Beyond these standard fields, some PDFs contain XMP metadata, an extended format that can hold additional properties set by the authoring software. Adobe Acrobat, for example, embeds its version number and the editing history of the document. InDesign adds the document structure. PDFs created from scanned images on a smartphone may include GPS coordinates in the embedded image metadata, which can reveal the physical location where the scan was taken.
Metadata exposure is a real and documented risk. In a well-known incident, a French law firm submitted expert legal documents to a court that contained author names and editing software details embedded in the PDF metadata. The opposing party used that information to identify the experts and challenge their impartiality. Similar issues arise regularly when PDFs are submitted to press, clients, or regulatory bodies without metadata cleaning.
Beyond legal contexts, metadata reveals which software your organization uses (useful intelligence for competitors), who drafted a document (which may contradict a public position), when it was created and last edited (which can undermine negotiation timelines), and where it was created if GPS data is present. Removing metadata before sharing is a basic document hygiene practice.
The process takes under ten seconds. Drop your PDF into the upload area. The tool reads the current metadata and displays each field so you can see exactly what is embedded. Click Clean and download. The tool uses pdf-lib to clear all standard DocInfo and XMP fields, then writes a new clean PDF that downloads immediately. The page content is untouched.

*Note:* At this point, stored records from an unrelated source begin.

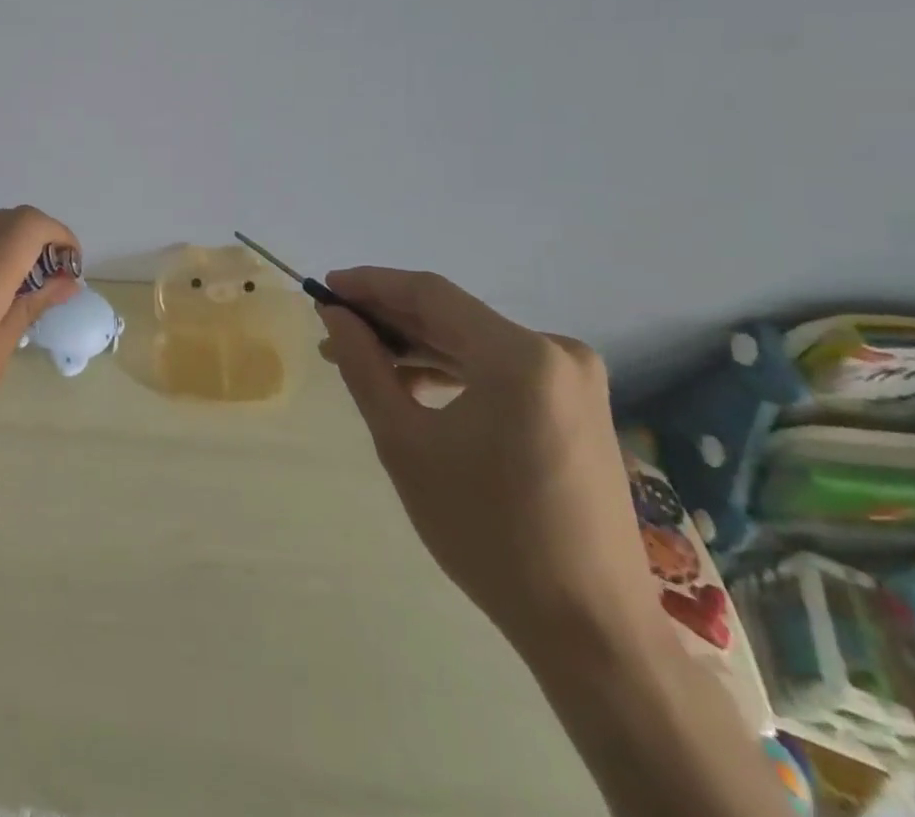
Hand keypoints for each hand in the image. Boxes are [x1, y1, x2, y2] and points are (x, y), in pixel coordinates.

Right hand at [316, 268, 653, 649]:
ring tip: (363, 362)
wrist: (590, 628)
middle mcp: (557, 352)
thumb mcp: (405, 442)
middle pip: (453, 317)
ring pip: (474, 343)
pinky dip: (453, 371)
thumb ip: (364, 366)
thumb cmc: (487, 532)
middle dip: (389, 321)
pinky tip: (413, 387)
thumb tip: (335, 316)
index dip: (372, 285)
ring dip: (417, 348)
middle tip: (334, 330)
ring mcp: (574, 380)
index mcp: (520, 355)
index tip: (324, 289)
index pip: (430, 294)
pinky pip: (501, 370)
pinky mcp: (578, 407)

The tool clears all standard PDF metadata fields: Author, Title, Subject, Keywords, Creator, Producer, CreationDate, and ModDate. These cover both the DocInfo dictionary (the original PDF metadata format) and the corresponding XMP metadata stream. After processing, a PDF inspector will return empty values for all these fields.
Note that metadata removal is applied to the document-level metadata fields. If your PDF contains embedded images that carry their own EXIF metadata (such as GPS coordinates from a phone camera), those image-level fields are inside the image binary and are not modified by this tool. For a complete privacy clean on scanned documents, remove GPS data from the source images before creating the PDF.
These are two different operations that solve different problems. Metadata removal cleans the invisible data fields attached to the document. It has no effect on the visible page content. Redaction, by contrast, removes or permanently blacks out visible content on the page, such as names, account numbers, or addresses that appear in the text.
If you have a document that contains sensitive visible content AND metadata you want to remove, you need both tools. Use the Redact tool first to black out visible sensitive content, then use this Remove Metadata tool on the resulting PDF to strip the hidden fields. Running them in this order gives you a fully clean output.